The new plan will guide AAA’s implementation of substantial changes within the organization, including rethinking the manner in which it conducts its scholarly meetings, examining ways to increase equity and access for its publishing programs, recruiting and retaining a more diverse and inclusive group of students, faculty, and practitioners; and enlivening the public face of anthropology with new media and new voices.
The plan also promises to ensure anthropologists working (or aspiring to work) in business, government, and non-profit settings have a strong sense of belonging and find opportunities for meaningful engagement with the organization.
“The twin goals of racial justice and inclusion of practicing and professional anthropologists will inform everything that we do,” said AAA President Akhil Gupta. “The events of the last year and a half make it imperative that we reimagine how to take advantage of change to continue serving our members, and help advance the field well past its historical roots to make it a more welcoming community for all anthropologists, including those who have been alienated and marginalized in the past.”

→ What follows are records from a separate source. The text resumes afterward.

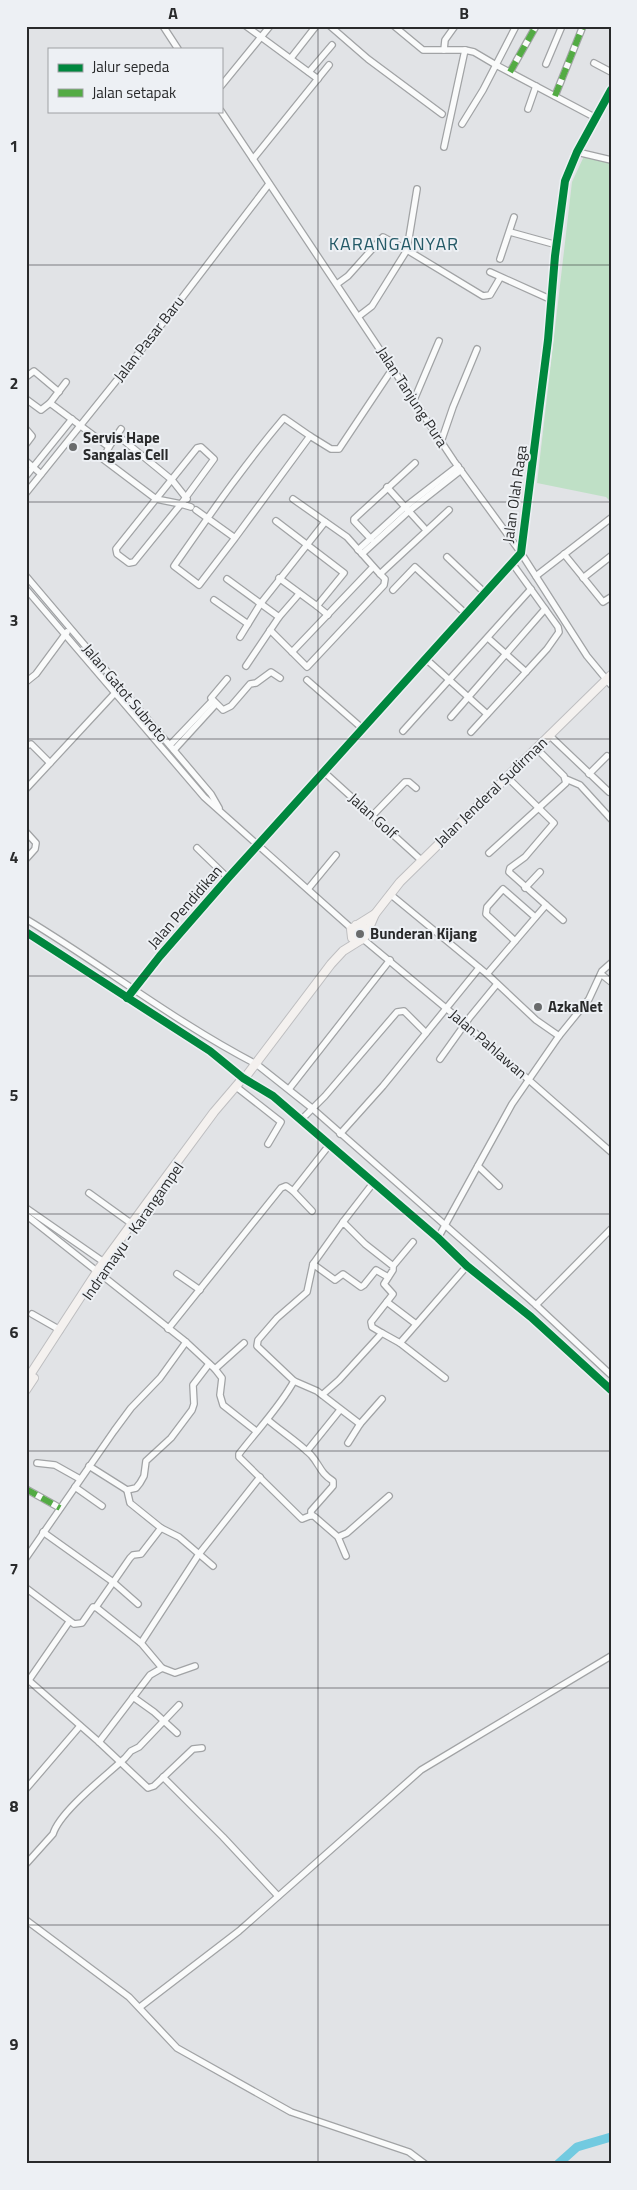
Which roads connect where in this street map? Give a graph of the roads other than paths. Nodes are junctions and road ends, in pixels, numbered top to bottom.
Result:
1 (163, 26) edge
2 (246, 26) edge
3 (270, 26) edge
4 (316, 26) edge
5 (330, 26) edge
6 (394, 26) edge
7 (455, 26) edge
8 (516, 26) edge
9 (536, 26) edge
10 (562, 26) edge
11 (583, 26) edge
12 (262, 37) junction
13 (332, 45) dead end
14 (176, 48) edge
15 (444, 50) junction
16 (465, 50) junction
17 (291, 58) junction
18 (594, 63) dead end
19 (546, 64) dead end
20 (329, 65) dead end
21 (496, 65) junction
22 (309, 72) junction
23 (510, 72) junction
24 (611, 72) edge
25 (318, 79) junction
26 (222, 85) edge
27 (536, 86) junction
28 (611, 90) edge
29 (555, 96) junction
30 (528, 109) dead end
31 (222, 112) edge
32 (442, 114) dead end
33 (596, 118) junction
34 (462, 124) dead end
35 (444, 147) dead end
36 (577, 152) junction
37 (252, 159) junction
38 (611, 160) edge
39 (269, 184) junction
40 (417, 189) dead end
41 (514, 217) dead end
42 (510, 232) junction
43 (557, 245) junction
44 (407, 250) junction
45 (500, 259) dead end
46 (490, 272) dead end
47 (500, 278) junction
48 (337, 284) junction
49 (552, 300) junction
50 (359, 316) junction
51 (439, 342) dead end
52 (477, 349) dead end
53 (393, 368) junction
54 (26, 377) edge
55 (66, 382) dead end
56 (59, 392) junction
57 (26, 399) edge
58 (414, 400) junction
59 (50, 403) junction
60 (72, 420) junction
61 (81, 426) junction
62 (26, 429) edge
63 (121, 429) dead end
64 (117, 435) junction
65 (310, 436) junction
66 (441, 442) junction
67 (26, 444) edge
68 (109, 447) junction
69 (26, 461) edge
70 (415, 463) dead end
71 (34, 467) junction
72 (460, 468) junction
73 (42, 474) junction
74 (26, 476) edge
75 (172, 480) junction
76 (388, 487) junction
77 (26, 493) edge
78 (186, 498) junction
79 (156, 499) junction
80 (293, 499) dead end
81 (181, 504) junction
82 (407, 509) junction
83 (196, 510) dead end
84 (449, 510) dead end
85 (611, 518) edge
86 (208, 519) junction
87 (276, 521) dead end
88 (325, 522) junction
89 (426, 530) junction
90 (234, 538) junction
91 (371, 539) junction
92 (306, 545) junction
93 (360, 552) junction
94 (521, 553) junction
95 (564, 554) junction
96 (611, 556) edge
97 (447, 557) dead end
98 (327, 560) junction
99 (512, 564) junction
100 (321, 566) dead end
101 (373, 567) junction
102 (380, 574) junction
103 (26, 576) edge
104 (536, 576) junction
105 (279, 578) junction
106 (583, 578) junction
107 (227, 579) dead end
108 (530, 588) junction
109 (26, 589) edge
110 (392, 590) dead end
111 (299, 594) junction
112 (485, 594) junction
113 (611, 597) edge
114 (214, 600) dead end
115 (261, 603) junction
116 (317, 606) junction
117 (545, 609) junction
118 (466, 614) junction
119 (328, 615) junction
120 (279, 617) junction
121 (248, 624) junction
122 (70, 629) junction
123 (270, 630) junction
124 (65, 634) junction
125 (240, 638) dead end
126 (488, 638) junction
127 (292, 652) junction
128 (507, 655) junction
129 (426, 659) junction
130 (246, 666) dead end
131 (526, 672) junction
132 (227, 678) dead end
133 (280, 678) dead end
134 (307, 680) dead end
135 (449, 680) junction
136 (609, 680) edge
137 (26, 682) edge
138 (115, 692) junction
139 (468, 698) junction
140 (214, 703) junction
141 (487, 714) junction
142 (451, 717) dead end
143 (363, 729) junction
144 (403, 731) dead end
145 (470, 732) dead end
146 (549, 735) junction
147 (26, 746) edge
148 (172, 748) junction
149 (536, 748) junction
150 (607, 756) dead end
151 (50, 763) junction
152 (324, 772) junction
153 (590, 774) junction
154 (506, 776) junction
155 (566, 779) junction
156 (416, 788) dead end
157 (26, 789) edge
158 (609, 792) dead end
159 (539, 808) junction
160 (221, 812) junction
161 (372, 816) junction
162 (611, 819) edge
163 (26, 832) edge
164 (259, 845) junction
165 (197, 848) dead end
166 (489, 853) dead end
167 (336, 855) dead end
168 (26, 859) edge
169 (421, 860) junction
170 (540, 872) dead end
171 (228, 878) junction
172 (525, 888) junction
173 (308, 889) junction
174 (390, 894) junction
175 (546, 905) junction
176 (375, 914) junction
177 (535, 917) junction
178 (26, 919) edge
179 (563, 920) dead end
180 (352, 928) junction
181 (26, 932) edge
182 (363, 938) junction
183 (515, 941) junction
184 (343, 951) junction
185 (390, 960) junction
186 (611, 963) edge
187 (479, 968) junction
188 (486, 974) junction
189 (601, 974) junction
190 (611, 982) edge
191 (497, 984) junction
192 (131, 993) junction
193 (446, 1008) junction
194 (465, 1024) junction
195 (426, 1033) junction
196 (559, 1036) junction
197 (440, 1059) dead end
198 (255, 1064) junction
199 (245, 1077) junction
200 (528, 1079) junction
201 (239, 1089) junction
202 (289, 1089) junction
203 (312, 1110) junction
204 (303, 1118) junction
205 (340, 1134) junction
206 (268, 1144) dead end
207 (330, 1144) junction
208 (610, 1149) edge
209 (478, 1166) junction
210 (374, 1182) junction
211 (498, 1186) dead end
212 (294, 1191) junction
213 (90, 1193) dead end
214 (26, 1208) edge
215 (312, 1211) dead end
216 (26, 1215) edge
217 (343, 1222) junction
218 (132, 1224) junction
219 (445, 1227) junction
220 (611, 1229) edge
221 (438, 1236) junction
222 (413, 1242) dead end
223 (312, 1264) junction
224 (393, 1266) junction
225 (467, 1266) junction
226 (102, 1268) junction
227 (177, 1274) dead end
228 (388, 1277) junction
229 (200, 1290) junction
230 (386, 1302) junction
231 (536, 1305) junction
232 (32, 1314) dead end
233 (416, 1324) junction
234 (168, 1329) junction
235 (60, 1330) junction
236 (382, 1333) junction
237 (186, 1342) junction
238 (244, 1343) dead end
239 (400, 1343) junction
240 (210, 1364) junction
241 (215, 1369) junction
242 (611, 1375) edge
243 (445, 1378) dead end
244 (26, 1381) edge
245 (294, 1381) junction
246 (26, 1390) edge
247 (611, 1390) edge
248 (322, 1395) junction
249 (382, 1399) dead end
250 (340, 1410) junction
251 (268, 1420) junction
252 (360, 1424) junction
253 (256, 1431) junction
254 (348, 1443) dead end
255 (307, 1451) junction
256 (37, 1463) dead end
257 (89, 1466) junction
258 (260, 1477) junction
259 (80, 1479) junction
260 (75, 1486) junction
261 (26, 1489) edge
262 (127, 1490) junction
263 (389, 1496) dead end
264 (102, 1506) dead end
265 (60, 1508) junction
266 (311, 1516) junction
267 (161, 1528) junction
268 (43, 1532) junction
269 (338, 1537) junction
270 (198, 1554) junction
271 (346, 1556) dead end
272 (26, 1558) edge
273 (213, 1566) dead end
274 (113, 1582) junction
275 (26, 1588) edge
276 (138, 1604) dead end
277 (96, 1607) junction
278 (69, 1622) junction
279 (140, 1643) junction
280 (611, 1656) edge
281 (195, 1666) dead end
282 (162, 1668) junction
283 (28, 1679) edge
284 (133, 1697) junction
285 (179, 1705) dead end
286 (163, 1721) junction
287 (80, 1726) junction
288 (177, 1733) dead end
289 (99, 1742) junction
290 (202, 1748) dead end
291 (120, 1763) junction
292 (162, 1777) junction
293 (26, 1789) edge
294 (26, 1864) edge
295 (278, 1896) junction
296 (26, 1920) edge
297 (140, 2007) junction
298 (426, 2164) edge

1 - 14 street
2 - 12 street
3 - 12 street
4 - 17 street
5 - 32 street
6 - 15 street
7 - 15 street
8 - 21 street
9 - 23 street
10 - 19 street
11 - 29 street
12 - 17 street
12 - 26 street
13 - 22 street
15 - 16 street
16 - 21 street
16 - 35 street
17 - 22 street
18 - 24 street
20 - 25 street
21 - 23 street
21 - 34 street
22 - 25 street
23 - 27 street
25 - 37 street
27 - 29 street
27 - 30 street
28 - 33 street, Jalan Olah Raga
29 - 33 street
31 - 37 street, Jalan Tanjung Pura
33 - 36 street, Jalan Olah Raga
36 - 38 street
36 - 43 street, Jalan Olah Raga
37 - 39 street, Jalan Tanjung Pura
39 - 48 street, Jalan Tanjung Pura
39 - 61 street, Jalan Pasar Baru
40 - 44 street
41 - 42 street
42 - 43 street
42 - 45 street
43 - 49 street, Jalan Olah Raga
44 - 47 street
44 - 48 street
44 - 50 street
46 - 47 street
47 - 49 street
48 - 50 street, Jalan Tanjung Pura
49 - 94 street, Jalan Olah Raga
50 - 53 street, Jalan Tanjung Pura
51 - 58 street
52 - 66 street
53 - 58 street, Jalan Tanjung Pura
53 - 65 street
54 - 56 street
55 - 56 street
56 - 59 street
57 - 59 street
58 - 66 street, Jalan Tanjung Pura
59 - 60 street
60 - 61 street
60 - 71 street
61 - 68 street
61 - 73 street, Jalan Pasar Baru
62 - 67 street
63 - 64 street
64 - 68 street
64 - 75 street
65 - 86 street
65 - 90 street
66 - 72 street, Jalan Tanjung Pura
68 - 79 street
69 - 71 street
70 - 76 street
71 - 73 street
71 - 74 street
72 - 82 street
72 - 94 street, Jalan Tanjung Pura
73 - 77 street, Jalan Pasar Baru
75 - 78 street
75 - 78 street
75 - 79 street
76 - 82 street
76 - 91 street
78 - 81 street
78 - 81 street
79 - 81 street
79 - 81 street
80 - 88 street
82 - 89 street
82 - 91 street
82 - 93 street
83 - 86 street
84 - 89 street
85 - 95 street
86 - 90 street
86 - 90 street
87 - 92 street
88 - 92 street
88 - 93 street
89 - 102 street
91 - 93 street
92 - 98 street
92 - 105 street
93 - 101 street
94 - 99 street, Jalan Olah Raga
94 - 104 street, Jalan Tanjung Pura
95 - 104 street
95 - 106 street
96 - 106 street
97 - 112 street
98 - 100 street
98 - 116 street
99 - 108 street
99 - 112 street, Jalan Olah Raga
101 - 102 street
101 - 119 street
102 - 127 street
103 - 122 street, Jalan Gatot Subroto
104 - 136 street, Jalan Tanjung Pura
105 - 111 street
105 - 115 street
106 - 113 street
107 - 115 street
108 - 117 street
108 - 126 street
109 - 124 street, Jalan Gatot Subroto
110 - 118 street
111 - 116 street
111 - 120 street
112 - 118 street, Jalan Olah Raga
114 - 121 street
115 - 120 street
115 - 121 street
116 - 119 street
117 - 128 street
117 - 131 street
118 - 129 street, Jalan Olah Raga
119 - 127 street
120 - 123 street
121 - 125 street
122 - 124 street
122 - 148 street, Jalan Gatot Subroto
123 - 127 street
123 - 130 street
124 - 137 street
124 - 138 street, Jalan Gatot Subroto
126 - 128 street
126 - 135 street
128 - 131 street
128 - 139 street
129 - 135 street
129 - 143 street, Jalan Olah Raga
131 - 141 street
132 - 140 street
133 - 140 street
134 - 143 street
135 - 139 street
135 - 144 street
136 - 146 main road, Jalan Jenderal Sudirman
138 - 151 street
138 - 160 street, Jalan Gatot Subroto
139 - 141 street
139 - 142 street
140 - 148 street
141 - 145 street
143 - 152 street, Jalan Olah Raga
146 - 149 main road, Jalan Jenderal Sudirman
146 - 153 street
147 - 151 street
148 - 160 street, Jalan Gatot Subroto
149 - 154 main road, Jalan Jenderal Sudirman
149 - 155 street
150 - 153 street
151 - 157 street
152 - 161 street, Jalan Golf
152 - 164 street, Jalan Olah Raga
153 - 158 street
154 - 159 street
154 - 169 main road, Jalan Jenderal Sudirman
155 - 159 street
155 - 162 street
156 - 161 street
159 - 166 street
159 - 172 street
160 - 164 street, Jalan Gatot Subroto
161 - 169 street, Jalan Golf
163 - 168 street
164 - 171 street, Jalan Pendidikan
164 - 173 street, Jalan Gatot Subroto
165 - 171 street
167 - 173 street
169 - 174 main road, Jalan Jenderal Sudirman
170 - 172 street
171 - 192 street, Jalan Pendidikan
172 - 175 street
173 - 180 street, Jalan Gatot Subroto
174 - 176 main road, Jalan Jenderal Sudirman
174 - 187 street
175 - 177 street
175 - 179 street
176 - 180 main road
176 - 182 main road
177 - 183 street
177 - 183 street
178 - 192 street
180 - 182 main road
180 - 182 main road
180 - 184 main road
181 - 192 street
182 - 184 main road
182 - 185 street, Jalan Pahlawan
183 - 188 street
184 - 198 main road, Indramayu - Karangampel
185 - 193 street, Jalan Pahlawan
185 - 202 street
186 - 189 street
187 - 188 street
187 - 193 street
188 - 191 street
189 - 190 street
189 - 196 street
191 - 194 street
191 - 196 street
192 - 198 street
192 - 199 street
193 - 194 street, Jalan Pahlawan
193 - 195 street
194 - 197 street
194 - 200 street, Jalan Pahlawan
195 - 203 street
195 - 205 street
196 - 200 street
198 - 199 main road, Indramayu - Karangampel
198 - 202 street
199 - 201 main road, Indramayu - Karangampel
199 - 204 street
199 - 218 main road, Indramayu - Karangampel
200 - 208 street, Jalan Pahlawan
200 - 209 street
201 - 206 street
201 - 226 main road, Indramayu - Karangampel
202 - 203 street
203 - 204 street
203 - 205 street
204 - 207 street
205 - 219 street
207 - 210 street
207 - 212 street
209 - 211 street
209 - 219 street
210 - 217 street
210 - 221 street
212 - 215 street
212 - 229 street
213 - 218 street
214 - 226 street
216 - 226 street
217 - 223 street
217 - 224 street
218 - 226 main road, Indramayu - Karangampel
219 - 221 street
219 - 231 street
220 - 231 street
221 - 225 street
222 - 224 street
223 - 228 street
223 - 245 street
224 - 228 street
225 - 233 street
225 - 247 street
226 - 234 street
226 - 235 main road
226 - 246 main road, Indramayu - Karangampel
227 - 229 street
228 - 230 street
229 - 234 street
230 - 233 street
230 - 236 street
231 - 242 street
232 - 235 street
233 - 239 street
234 - 237 street
235 - 244 main road
236 - 239 street
236 - 248 street
237 - 240 street
237 - 257 street
238 - 241 street
239 - 243 street
240 - 241 street
240 - 262 street
241 - 253 street
245 - 248 street
245 - 251 street
248 - 250 street
249 - 252 street
250 - 252 street
250 - 255 street
251 - 253 street
251 - 255 street
252 - 254 street
253 - 258 street
255 - 266 street
256 - 259 street
257 - 259 street
257 - 262 street
258 - 266 street
258 - 270 street
259 - 260 street
260 - 264 street
260 - 265 street
261 - 265 street
262 - 267 street
263 - 269 street
265 - 268 street
266 - 269 street
267 - 270 street
267 - 274 street
268 - 272 street
268 - 274 street
269 - 271 street
270 - 273 street
270 - 279 street
274 - 276 street
274 - 277 street
275 - 278 street
277 - 278 street
277 - 279 street
278 - 283 street
279 - 282 street
280 - 295 street
281 - 282 street
282 - 284 street
283 - 287 street
284 - 286 street
284 - 289 street
285 - 286 street
286 - 288 street
286 - 291 street
287 - 289 street
287 - 293 street
289 - 291 street
290 - 292 street
291 - 292 street
291 - 294 street
292 - 295 street
295 - 297 street
296 - 297 street
297 - 298 street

The strategic plan was developed after a review of a wide array of data from surveys of members, university departments, and AAA editorial offices, as well as sister societies in the American Council of Learned Societies and the Consortium of Social Science Associations. Member focus groups were instrumental in gathering information, as were town halls with students, Section leaders, and the general membership. Meetings were held with the Member’s Programmatic Advisory and Advocacy Committee (MPAAC), the Finance Committee, and a group of past AAA Presidents, and the Board held two retreats to translate the data and information into strategic priority focus areas.